# Lifetime Service Promo?



## magnumis (Jan 6, 2005)

Are there any current promotions to add lifetime service? I see listings on ebay for Tivo buying service to get a lifetime at a discount. 

Is Tivo offering discounts for current subscribers?


----------



## Dan203 (Apr 17, 2000)

If you use the coupon code PLSR you can get $100 off lifetime.


----------



## magnumis (Jan 6, 2005)

Dan203 said:


> If you use the coupon code PLSR you can get $100 off lifetime.


Does this only work if you purchase the Tivo from another seller instead of Tivo.com? When I add a Tivo to cart on Tivo.com and try the promo code it says invalid. (I am signed into my Tivo account when I try it.)

Thanks


----------



## magnumis (Jan 6, 2005)

This is an example of one of the "promo" auctions on ebay:

http://www.ebay.com/itm/SALE-TiVo-P...964?pt=LH_DefaultDomain_0&hash=item338b0f0af4

Is Tivo offering promos for current subscribers?


----------



## Dan203 (Apr 17, 2000)

I think you might need to be a current TiVo owner to use PLSR. If you are then log into your account then try applying it.

That auction is for a coupon offered to employees of certain retailers (i.e. BestBuy, etc...) who complete a TiVo training "course" and then pass a test at the end. Some knowledgable employees are gathering them up from their co-workers, or using their co-workers names/credentials, and then selling them for $$$ on ebay.


----------



## steve614 (May 1, 2006)

magnumis said:


> Does this only work if you purchase the Tivo from another seller instead of Tivo.com? When I add a Tivo to cart on Tivo.com and try the promo code it says invalid. (I am signed into my Tivo account when I try it.)
> 
> Thanks


IIRC at this time, TiVo is only selling new Roamios with the service. I believe this is what invalidates the promo code.

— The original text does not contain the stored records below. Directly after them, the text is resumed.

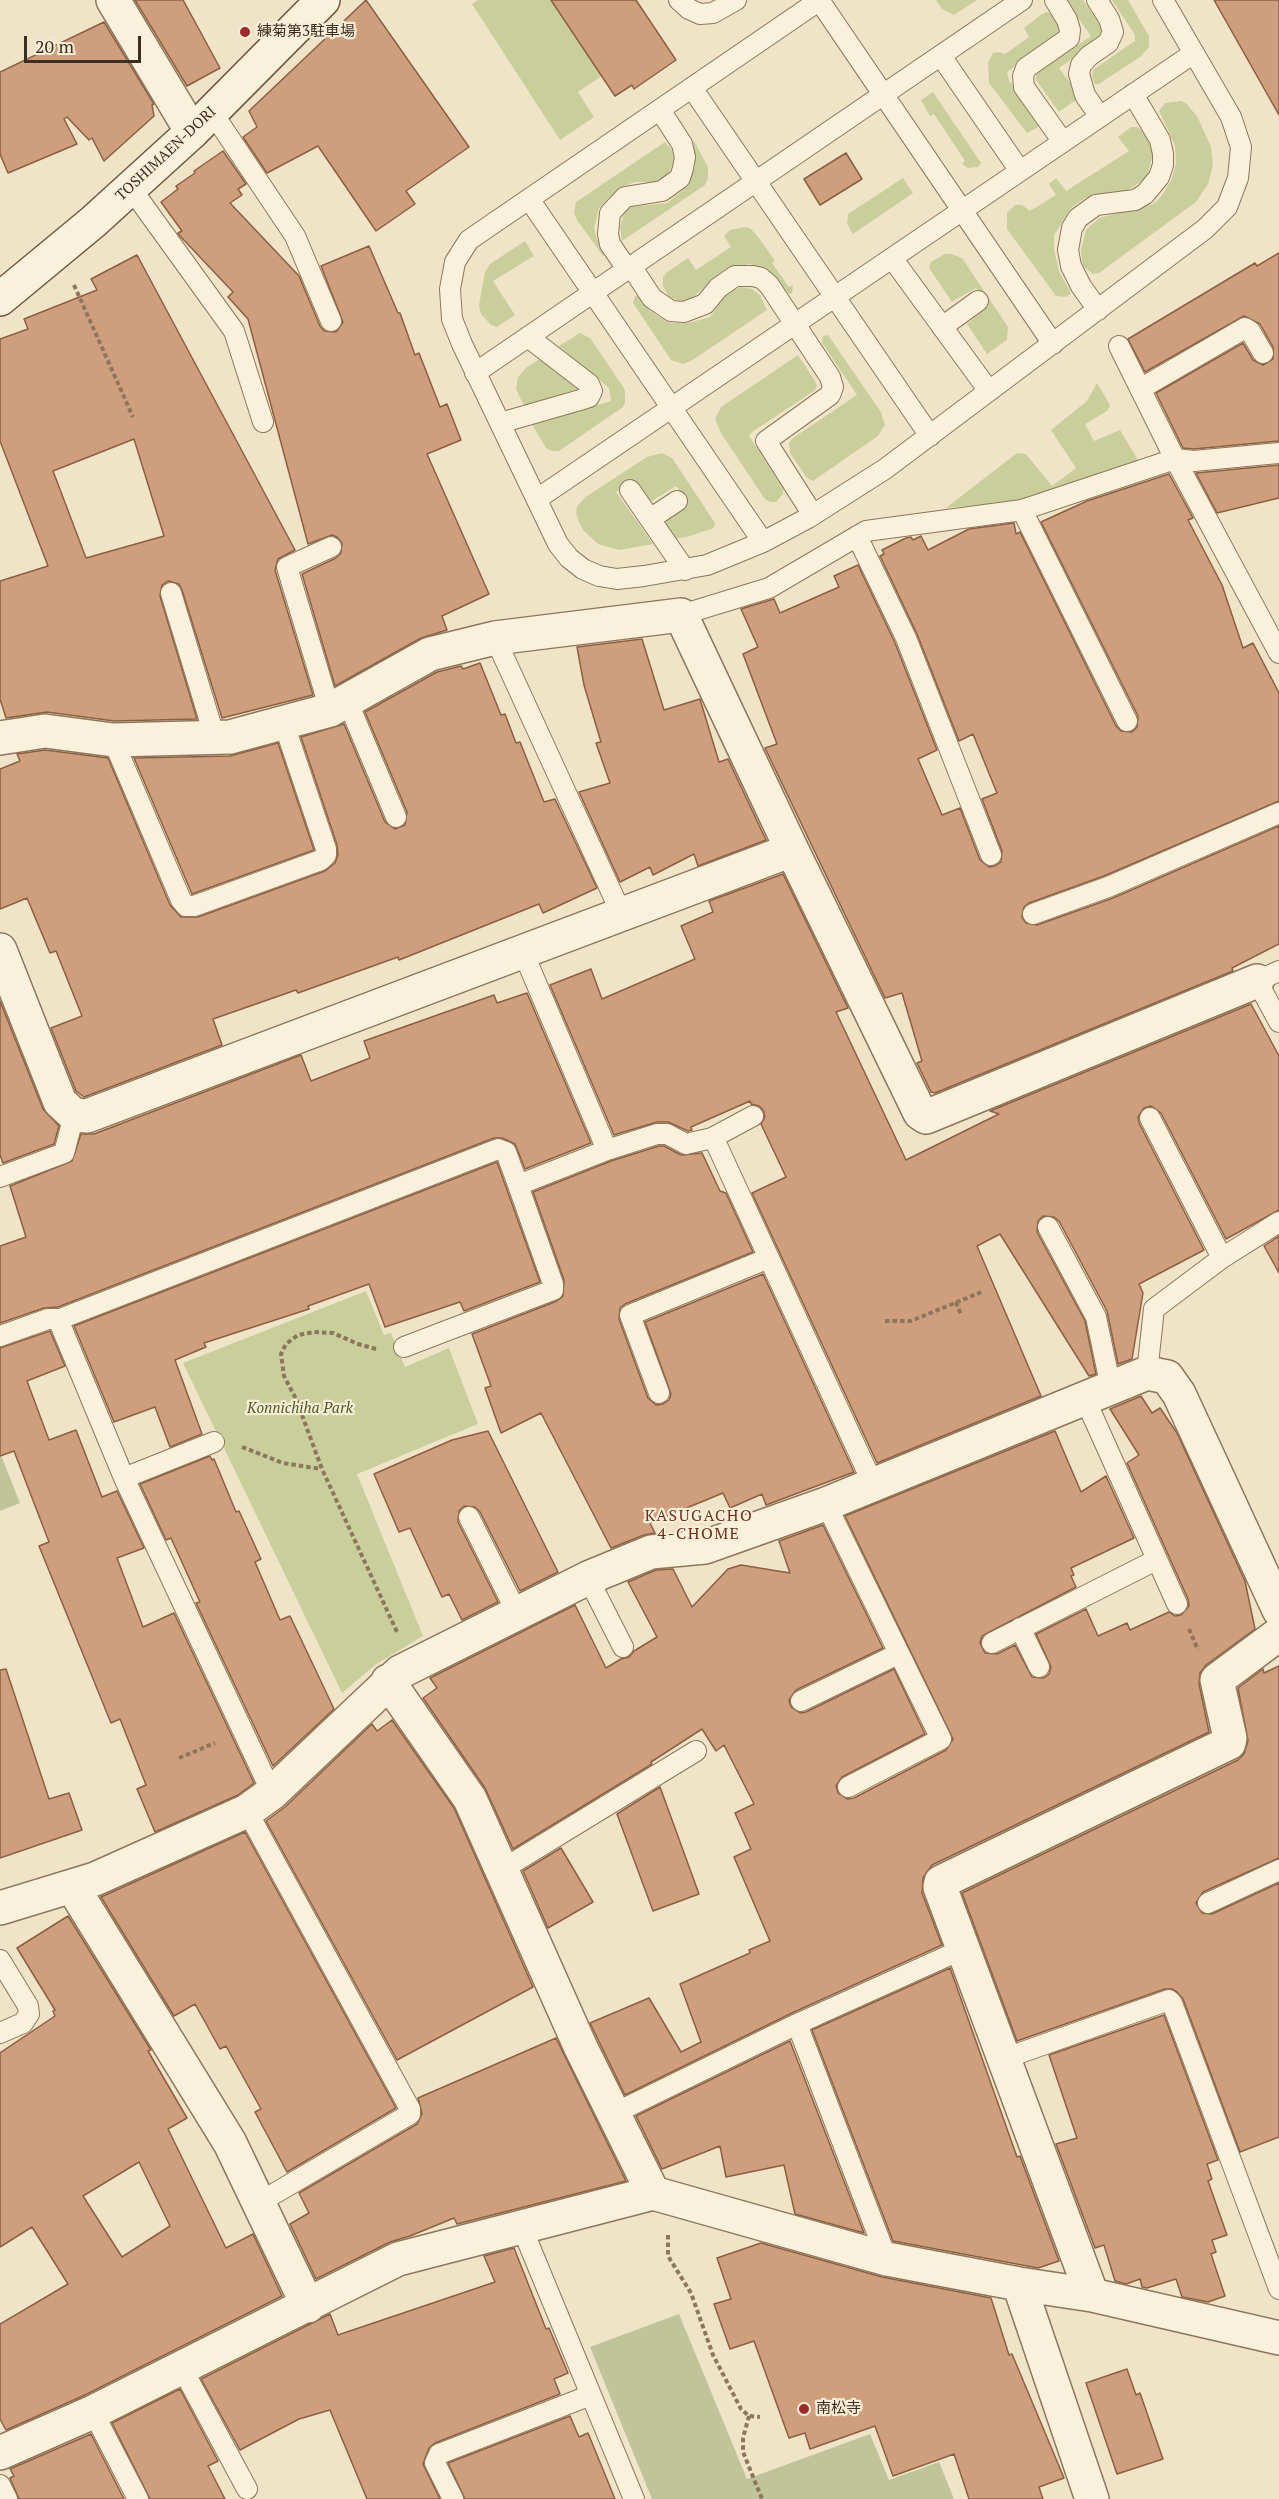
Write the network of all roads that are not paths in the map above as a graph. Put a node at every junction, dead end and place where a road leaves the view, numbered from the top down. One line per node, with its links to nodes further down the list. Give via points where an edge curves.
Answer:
1 (113, 0): 17 (street)
2 (323, 0): 17 (street, TOSHIMAEN-DORI)
3 (679, 0): 4 (lane, via 700,14 713,14)
4 (736, 0)
5 (1023, 0): 11 (lane)
6 (1055, 0): 18 (lane, via 1067,20 1069,38 1026,68 1023,76 1024,87)
7 (1097, 0): 16 (lane, via 1113,32 1108,43 1081,65 1079,74 1084,95)
8 (1163, 0): 10 (lane)
9 (816, 1): 12 (lane); 14 (lane)
10 (1194, 53): 13 (lane); 30 (lane, via 1232,117 1241,147 1238,178 1227,207 1205,229)
11 (941, 56): 14 (lane); 19 (lane)
12 (692, 88): 15 (lane); 20 (lane)
13 (1133, 94): 16 (lane); 30 (lane, via 1160,140 1163,165 1145,194 1135,200 1096,205 1078,218 1072,228 1068,250 1071,266)
14 (884, 95): 20 (lane); 23 (lane)
15 (660, 110): 22 (lane); 25 (lane, via 682,144 683,168 680,178 662,191 625,197 610,213 610,244)
16 (1100, 117): 18 (lane)
17 (202, 122): 21 (street, TOSHIMAEN-DORI); 31 (lane, via 295,236)
18 (1063, 142): 19 (lane)
19 (1020, 171): 23 (lane)
20 (756, 182): 25 (lane); 27 (lane)
21 (130, 187): 28 (street, TOSHIMAEN-DORI); 42 (lane, via 234,331)
22 (529, 199): 26 (lane); 38 (lane, via 470,240 455,262 450,289 452,319)
23 (962, 210): 24 (lane); 35 (lane)
24 (892, 258): 27 (lane); 33 (lane)
25 (629, 268): 26 (lane); 32 (lane, via 652,298 671,311 684,312 705,304 717,288 735,276 761,278)
26 (593, 292): 34 (lane); 41 (lane)
27 (835, 296): 32 (lane); 44 (lane)
28 (0, 299)
29 (978, 301): 33 (lane)
30 (1098, 310): 35 (lane)
31 (331, 321)
32 (794, 324): 41 (lane); 51 (lane, via 833,387 830,394 766,441)
33 (942, 327): 40 (lane)
34 (528, 337): 38 (lane); 43 (lane, via 589,384 592,391 589,397)
35 (1053, 344): 40 (lane)
36 (1119, 346): 39 (lane)
37 (1263, 353): 39 (lane, via 1245,328)
38 (476, 373): 43 (lane)
39 (1140, 389): 46 (lane)
40 (989, 392): 44 (lane)
41 (671, 407): 48 (lane); 54 (lane)
42 (263, 422)
43 (500, 423): 48 (lane)
44 (930, 436): 51 (lane)
45 (1279, 453): 46 (lane, via 1194,461)
46 (1175, 459): 50 (lane); 59 (lane)
47 (630, 490): 52 (lane)
48 (537, 499): 56 (lane, via 558,544 583,569 617,579)
49 (677, 501): 52 (lane)
50 (1022, 510): 53 (lane, via 866,531); 63 (lane)
51 (813, 515): 54 (lane)
52 (650, 519): 56 (lane)
53 (857, 536): 58 (lane, via 769,588); 71 (lane, via 906,638)
54 (763, 543): 56 (lane)
55 (331, 547): 62 (lane, via 287,567)
56 (685, 570)
57 (171, 593): 66 (lane)
58 (681, 615): 60 (street); 70 (street)
59 (1270, 615): 61 (lane)
60 (495, 638): 62 (street, via 430,654); 73 (lane)
61 (1279, 653)
62 (338, 705): 64 (street); 69 (lane)
63 (1127, 721)
64 (284, 724): 66 (street); 67 (lane, via 326,855 194,906 186,906 181,900)
65 (0, 738): 67 (street, via 45,731)
66 (215, 738): 67 (street)
67 (113, 740)
68 (1279, 813): 72 (lane, via 1108,887)
69 (396, 817)
70 (792, 850): 73 (street); 76 (street, via 920,1113 926,1117)
71 (991, 855)
72 (1033, 914)
73 (622, 915): 75 (street)
74 (0, 950): 78 (street, via 60,1102)
75 (523, 952): 78 (street, via 98,1114); 82 (lane)
76 (1268, 976): 77 (lane)
77 (1279, 1022)
78 (74, 1115): 83 (lane, via 64,1153)
79 (753, 1116): 81 (lane)
80 (1150, 1118): 88 (lane)
81 (711, 1138): 82 (lane, via 686,1144 667,1134 657,1134); 87 (lane)
82 (607, 1150): 84 (lane)
83 (0, 1177)
84 (518, 1185): 89 (lane, via 506,1152 498,1149); 91 (lane, via 553,1290)
85 (1279, 1222): 88 (lane)
86 (1048, 1227): 94 (lane, via 1096,1317)
87 (769, 1258): 93 (lane, via 630,1315); 97 (lane)
88 (1222, 1258): 92 (lane, via 1154,1309)
89 (60, 1319): 90 (lane, via 48,1319); 96 (lane)
90 (0, 1336)
91 (404, 1347)
92 (1147, 1373): 94 (street); 103 (street, via 1167,1377 1179,1394)
93 (659, 1393)
94 (1098, 1393): 97 (street); 100 (lane)
95 (214, 1442): 96 (lane)
96 (124, 1478): 115 (lane, via 243,1731)
97 (873, 1484): 98 (street)
98 (826, 1504): 101 (street, via 705,1547 651,1552); 109 (lane)
99 (469, 1517): 104 (lane)
100 (1156, 1560): 102 (lane); 105 (lane)
101 (588, 1578): 104 (street); 108 (lane)
102 (1177, 1604)
103 (1279, 1610)
104 (518, 1613): 111 (street)
105 (1020, 1628): 107 (lane); 110 (lane)
106 (1279, 1634): 121 (street, via 1217,1680 1229,1743 941,1882)
107 (992, 1643)
108 (623, 1647)
109 (898, 1654): 112 (lane); 114 (lane, via 941,1738)
110 (1039, 1667)
111 (400, 1673): 115 (street); 116 (street, via 470,1799)
112 (801, 1701)
113 (696, 1750): 116 (lane)
114 (848, 1787)
115 (259, 1802): 118 (street, via 96,1879); 128 (lane, via 410,2114)
116 (503, 1869): 126 (street, via 581,2048)
117 (1279, 1870): 119 (lane)
118 (72, 1886): 120 (street); 128 (street, via 230,2143)
119 (1208, 1903)
120 (0, 1908)
121 (963, 1949): 123 (lane); 125 (street)
122 (0, 1960): 124 (lane, via 29,2014 23,2023)
123 (797, 2024): 126 (lane); 130 (lane)
124 (0, 2033)
125 (1003, 2059): 132 (lane, via 1169,2000); 133 (street)
126 (615, 2113): 127 (street)
127 (664, 2196): 129 (street); 130 (street)
128 (260, 2202): 134 (street)
129 (522, 2228): 134 (street, via 398,2259); 137 (lane)
130 (887, 2259): 131 (street)
131 (1019, 2284): 133 (street); 146 (street)
132 (1279, 2289)
133 (1092, 2295): 135 (street)
134 (308, 2306): 136 (street)
135 (1279, 2338)
136 (182, 2368): 138 (street); 141 (lane)
137 (591, 2395): 144 (lane, via 439,2454 435,2463); 145 (lane)
138 (93, 2412): 139 (street); 143 (lane)
139 (0, 2453)
140 (0, 2485): 142 (lane)
141 (247, 2489)
142 (7, 2499)
143 (138, 2499)
144 (453, 2499)
145 (634, 2499)
146 (1092, 2499)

If you buy a Roamio from a 3rd party, it will work.


----------



## Loach (Jan 11, 2013)

magnumis said:


> Does this only work if you purchase the Tivo from another seller instead of Tivo.com? When I add a Tivo to cart on Tivo.com and try the promo code it says invalid. (I am signed into my Tivo account when I try it.)
> 
> Thanks


Yes. The appropriate code field isn't there when you buy it from Tivo.com


----------



## Loach (Jan 11, 2013)

magnumis said:


> This is an example of one of the "promo" auctions on ebay:
> 
> http://www.ebay.com/itm/SALE-TiVo-P...964?pt=LH_DefaultDomain_0&hash=item338b0f0af4
> 
> Is Tivo offering promos for current subscribers?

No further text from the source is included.